5

Currently, from research and various attempts, I'm pretty sure that the only solution to this problem is to use assembly. I'm posting this question to show an existing problem, and maybe get attention from compiler developers, or get some hits from searches about similar problems.

If anything changes in the future, I will accept it as an answer.

This is a very related question for MSVC.

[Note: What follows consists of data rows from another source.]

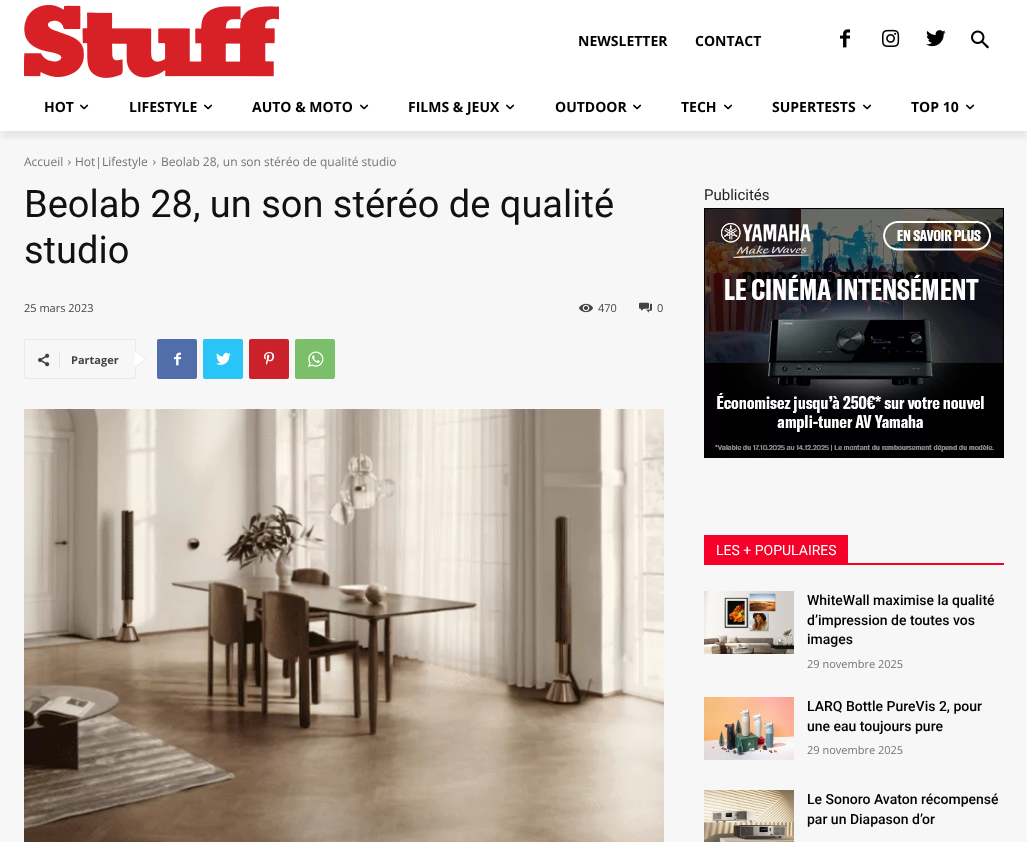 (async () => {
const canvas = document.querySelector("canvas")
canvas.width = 1027
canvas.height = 842
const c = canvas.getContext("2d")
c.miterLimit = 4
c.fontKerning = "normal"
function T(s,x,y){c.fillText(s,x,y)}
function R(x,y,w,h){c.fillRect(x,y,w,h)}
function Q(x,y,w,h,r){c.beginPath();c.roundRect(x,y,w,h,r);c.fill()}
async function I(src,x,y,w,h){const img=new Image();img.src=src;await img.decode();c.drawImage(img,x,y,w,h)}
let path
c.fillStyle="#fff"
R(0,0,1027,842)
await I("1.png",24,5,255,73)
c.font="bold 14px Open Sans"
c.fillStyle="#000"
T("NEWSLETTER",578,46)
T("CONTACT",695,46)
await I("2.png",840,29,10,19)
await I("3.png",882,29,18,18)
await I("4.png",926,30,20,17)
await I("5.png",971,30,18,19)
c.fillStyle="#f7f7f7"
R(0,131,1027,711)
c.save()
c.beginPath()
c.rect(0,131,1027,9)
c.clip()
c.fillStyle="#00000014"
c.filter="blur(4px)"
c.beginPath()
c.rect(1,89,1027,48)
c.fill()
c.filter="none"
c.restore()
c.fillStyle="#000"
T("HOT",44,112)
await I("6.png",80,104,9,6)
T("LIFESTYLE",129,112)
await I("6.png",204,104,9,6)
T("AUTO & MOTO",252,112)
await I("6.png",360,104,9,6)
T("FILMS & JEUX",408,112)
await I("6.png",506,104,9,6)
T("OUTDOOR",555,112)
await I("6.png",633,104,9,6)
T("TECH",681,112)
await I("6.png",724,104,9,6)
T("SUPERTESTS",772,112)
await I("6.png",863,104,9,6)
T("TOP 10",911,112)
await I("6.png",966,104,9,6)
c.font="12px Open Sans"
c.fillStyle="#747474"
T("Accueil",24,166)
await I("7.png",68,160,3,5)
T("Hot|Lifestyle",75,166)
await I("7.png",153,160,3,5)
T("Beolab 28, un son stéréo de qualité studio",161,166)
c.font="38px Roboto"
c.fillStyle="#111"
T("Beolab 28, un son stéréo de qualité",24,217)
T("studio",24,263)
c.font="11px Open Sans"
c.fillStyle="#444"
T("25 mars 2023",24,312)
await I("8.png",579,303,14,10)
T("470",598,312)
await I("9.png",639,302,13,11)
T("0",657,312)
c.beginPath()
c.roundRect(24.5,339.5,111,39,1.5)
c.strokeStyle="#e9e9e9"
c.stroke()
c.fillStyle="#e9e9e9"
path = new Path2D("M135 368v-18l11 9z")
c.fill(path)
await I("10.png",38,353,12,14)
c.fillStyle="#e3e3e3"
R(59,352,1,16)
c.font="bold 11px Open Sans"
c.fillStyle="#444"
T("Partager",71,364)
c.fillStyle="#fff"
path = new Path2D("M135 367v-16l10 8z")
c.fill(path)
c.fillStyle="#516eab"
Q(157,339,40,40,2)
await I("11.png",174,352,7,14)
c.fillStyle="#29c5f6"
Q(203,339,40,40,2)
await I("12.png",216,352,15,13)
c.fillStyle="#ca212a"
Q(249,339,40,40,2)
await I("13.png",264,351,11,14)
c.fillStyle="#7bbf6a"
Q(295,339,40,40,2)
await I("14.png",308,351,16,16)
await I("15.png",24,409,640,433)
c.font="15px Roboto"
c.fillStyle="#222"
T("Publicités",704,200)
await I("16.png",704,208,300,250)
c.fillStyle="#f40028"
R(704,563,300,2)
R(704,535,144,28)
c.font="14px Roboto"
c.fillStyle="#fff"
T("LES + POPULAIRES",716,555)
await I("17.png",704,591,90,63)
c.font="500 14px Roboto"
c.fillStyle="#000"
T("WhiteWall maximise la qualité",807,605)
T("d’impression de toutes vos",807,625)
T("images",807,644)
c.font="11px Open Sans"
c.fillStyle="#747474"
T("29 novembre 2025",807,668)
await I("18.png",704,697,90,63)
c.font="500 14px Roboto"
c.fillStyle="#000"
T("LARQ Bottle PureVis 2, pour",807,711)
T("une eau toujours pure",807,731)
c.font="11px Open Sans"
c.fillStyle="#747474"
T("29 novembre 2025",807,754)
await I("19.png",704,790,90,52)
c.font="500 14px Roboto"
c.fillStyle="#000"
T("Le Sonoro Avaton récompensé",807,804)
T("par un Diapason d’or",807,824)
})()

In x86_64 machines, it is faster to use div/idiv with a 32-bit operand than a 64-bit operand. When the dividend is 64-bit and the divisor is 32-bit, and when you know that the quotient will fit in 32 bits, you don't have to use the 64-bit div/idiv. You can split the 64-bit dividend into two 32-bit registers, and even with this overhead, performing a 32-bit div on two 32-bit registers will be faster than doing a 64-bit div with a full 64-bit register.

The compiler will produce a 64-bit div with this function, and that is correct because for a 32-bit div, if the quotient of the division does not fit in 32 bits, an hardware exception occurs.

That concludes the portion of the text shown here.